Stan

Stan Meeling
  • Location Norfolk
  • Type of Arthritis Osteoarthritis

I had been in the pub game for about 14 years when I started experiencing back pain. At the time, I was lifting barrels in the pub’s cellar, and it was becoming too much. I went to see my doctor and was then sent to a surgeon. I was told that I needed back surgery to release a trapped sciatic nerve. My back continued to deteriorate and I was diagnosed with osteoarthritis in my early 40s.

Early retirement

I was told I couldn’t do my job anymore, so this meant early retirement for me. I had been a busy publican and suddenly everything came to an abrupt stop. I found myself wondering what I was going to do for the rest of my life.

I had grown up playing sport and being active. I was used to working seven days a week in our pubs, from opening to closing time, at around midnight. For 14 years, we had been busy running a pub. The first Christmas after retiring was strange. We had always been busy over Christmas and now we were sitting there thinking: “what are we going to do?”

Having arthritis also meant my wife and I had to find somewhere new to live, so we moved to Trunch near North Walsham in Norfolk.

Surgery and medication

I have arthritis in my back, spine, shoulder, knees and, more recently, my foot. After we moved to Trunch, I needed to have knee replacement surgery. I ended up having three knee operations, because it kept getting infected. The third time it got infected, the surgeon said I had two options: either to take out my knee joint for six weeks or be on antibiotics for the rest of my life. I was not prepared to undergo surgery again and be at risk of another infection.

During this time period, I also had a second operation on my back. I was almost confined to a wheelchair, due to the deterioration of my spine, which had been caused by arthritis.

To manage my condition, I took painkillers (codeine) - like most people do when they are first diagnosed. I didn’t feel it was working, so I went to my GP to ask about other treatment options. I was then referred to a pain clinic, where the doctor suggested I try tradamol with paracetamol. The pain clinic doctor recommended that I take tramadol, but I was hesitant as it can be addictive.

About three to four years ago, I was rushed to hospital due to an infection. They did scans on my stomach and I was pumped full of antibiotics. After that, I have been careful about the medication I take, because of the effect it has on the body. I asked my GP to put me on ibuprofen tablets to which she said no because it can be harsh on the stomach. But my GP did put me on ibuprofen gel.

I now use ibuprofen gel, which seems to be working well. I do exercises every day to relieve my pain and I use information found in Arthritis Care’s Exercise and Arthritis booklet, plus exercises that physiotherapists have given me.

My wife Carol was very concerned, because having to retire early affected me quite badly. I was depressed. As a publican, I was used to people always wanting to speak to me. I had so many roles as a publican – a policeman, a sympathetic ear for people’s trouble, and a trainer for other pub managers.
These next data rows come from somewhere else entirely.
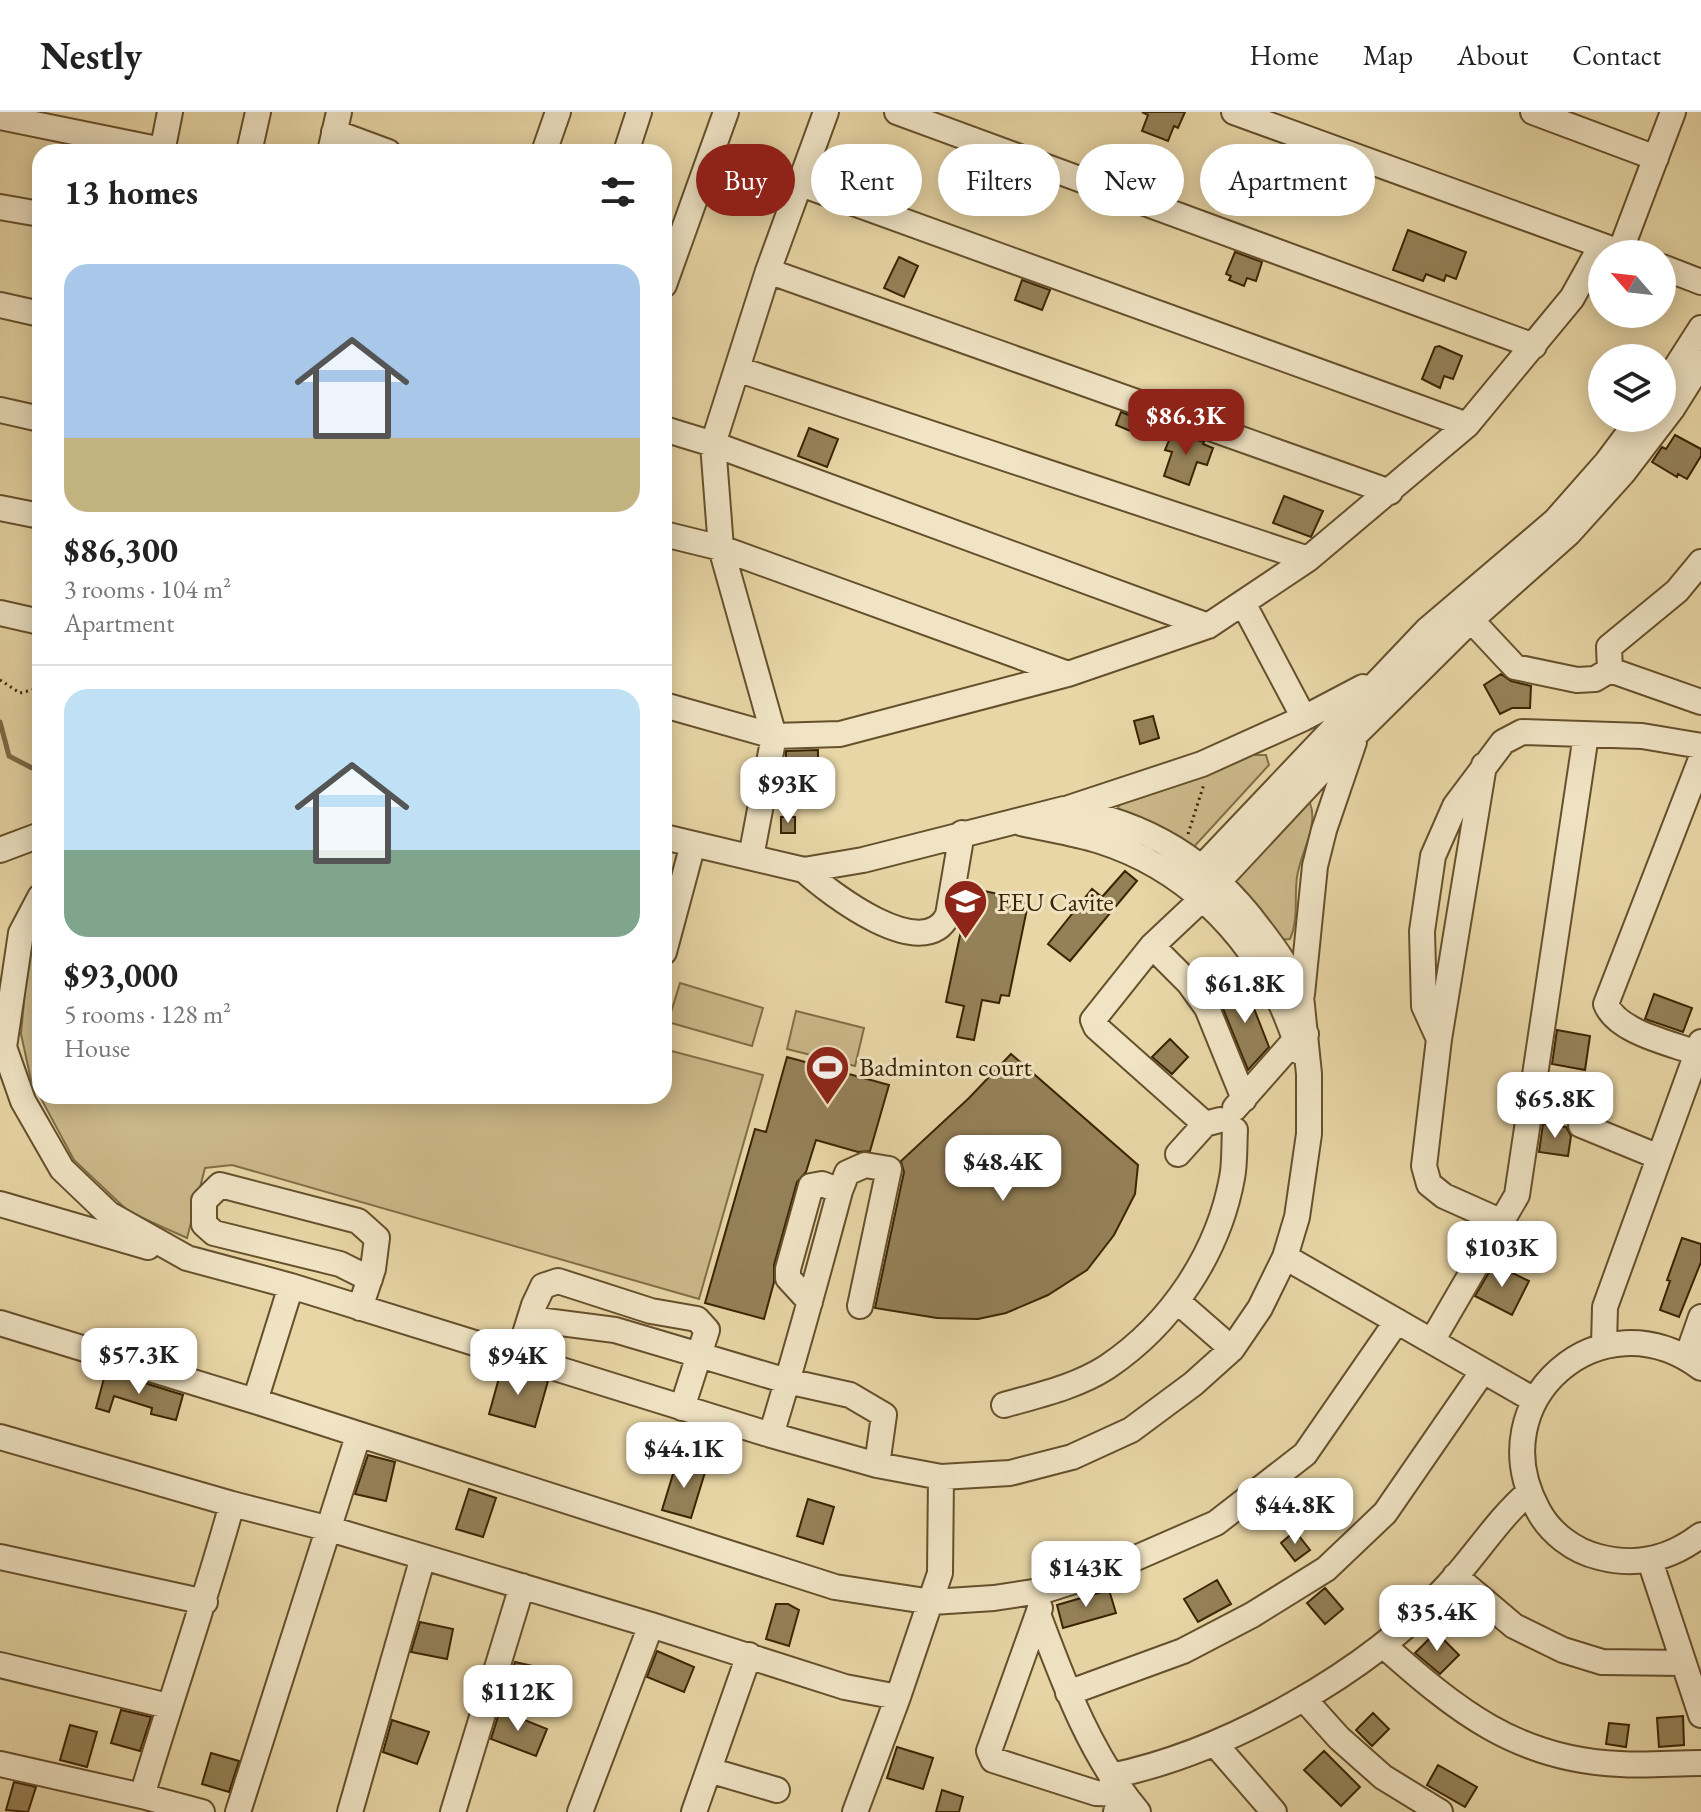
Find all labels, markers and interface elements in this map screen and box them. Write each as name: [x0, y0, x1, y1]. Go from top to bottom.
text: Nestly: [40, 31, 142, 80]
text: Home: [1249, 37, 1319, 73]
text: Map: [1363, 37, 1413, 73]
text: About: [1457, 37, 1528, 73]
text: Contact: [1572, 37, 1661, 73]
chip: Buy: [696, 144, 795, 216]
chip: Rent: [811, 144, 922, 216]
chip: Filters: [938, 144, 1060, 216]
chip: New: [1076, 144, 1184, 216]
chip: Apartment: [1200, 144, 1375, 216]
text: 13 homes: [64, 170, 198, 214]
icon: filters: [596, 170, 640, 214]
north arrow: [1588, 240, 1676, 328]
map controls: [1588, 240, 1676, 432]
icon: home: [280, 316, 424, 460]
button: layers: [1588, 344, 1676, 432]
pin: $86.3K: [1121, 389, 1251, 457]
text: $86.3K: [1146, 398, 1226, 432]
text: $86,300: [64, 528, 178, 572]
text: 3 rooms · 104 m²: [64, 572, 231, 606]
text: Apartment: [64, 606, 174, 640]
icon: home: [280, 741, 424, 885]
pin: $93K: [741, 757, 835, 825]
text: $93K: [758, 766, 818, 800]
school or university icon: FEU Cavite: [942, 878, 990, 941]
place label: FEU Cavite: [997, 885, 1114, 919]
text: $93,000: [64, 953, 178, 997]
pin: $61.8K: [1180, 957, 1310, 1025]
text: $61.8K: [1205, 966, 1285, 1000]
text: 5 rooms · 128 m²: [64, 997, 231, 1031]
text: House: [64, 1031, 130, 1065]
sports icon: Badminton court: [804, 1043, 852, 1106]
place label: Badminton court: [859, 1050, 1032, 1084]
pin: $65.8K: [1490, 1072, 1620, 1140]
text: $65.8K: [1515, 1081, 1595, 1115]
pin: $48.4K: [938, 1135, 1068, 1203]
text: $48.4K: [963, 1144, 1043, 1178]
pin: $103K: [1446, 1221, 1558, 1289]
text: $103K: [1465, 1230, 1539, 1264]
pin: $57.3K: [74, 1328, 204, 1396]
pin: $94K: [471, 1329, 565, 1397]
text: $57.3K: [99, 1337, 179, 1371]
text: $94K: [488, 1338, 548, 1372]
pin: $44.1K: [619, 1422, 749, 1490]
text: $44.1K: [644, 1431, 724, 1465]
pin: $44.8K: [1230, 1478, 1360, 1546]
text: $44.8K: [1255, 1487, 1335, 1521]
pin: $143K: [1030, 1541, 1142, 1609]
text: $143K: [1049, 1550, 1123, 1584]
pin: $35.4K: [1372, 1585, 1502, 1653]
text: $35.4K: [1397, 1594, 1477, 1628]
pin: $112K: [462, 1665, 574, 1733]
text: $112K: [481, 1674, 555, 1708]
Now I was at home with nothing to do.

Learning to self-manage

So my wife found a six-week course for me to participate in, called the Expert Patient Programme (EPP), which is for anyone with a long-term health condition. During the course, I realised that something needed to come from within me. EPP taught me how to self-manage my condition. It also helped me come to terms with my arthritis and how to problem solve.
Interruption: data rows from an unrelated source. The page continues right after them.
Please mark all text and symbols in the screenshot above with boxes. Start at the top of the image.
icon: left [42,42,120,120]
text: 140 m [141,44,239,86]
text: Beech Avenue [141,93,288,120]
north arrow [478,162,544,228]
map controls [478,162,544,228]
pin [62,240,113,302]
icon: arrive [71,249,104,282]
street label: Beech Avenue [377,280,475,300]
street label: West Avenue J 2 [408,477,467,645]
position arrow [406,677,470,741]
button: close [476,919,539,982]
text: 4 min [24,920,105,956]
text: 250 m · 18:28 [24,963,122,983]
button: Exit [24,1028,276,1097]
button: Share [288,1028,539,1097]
The course instructor approached me and asked if I would be interested in becoming an EPP tutor. He said they were looking for someone like me who was a good communicator and good at listening to people. Soon I was running courses across Norfolk. I used open-ended questions to help people manage their long-term health conditions. But it came to an end after funding was cut. Again, I found myself at home with nothing to do.

Volunteering for Arthritis Care

Around the same time, Carol found an Arthritis Care advert asking for volunteers to run Challenging Arthritis courses in Norfolk. I applied to become a volunteer and, because of my experience as an EPP tutor, was told I was a good fit for the role. I attended a three-day residential training session and then started volunteering with Arthritis Care. I ran courses for about five years, then they came to an end.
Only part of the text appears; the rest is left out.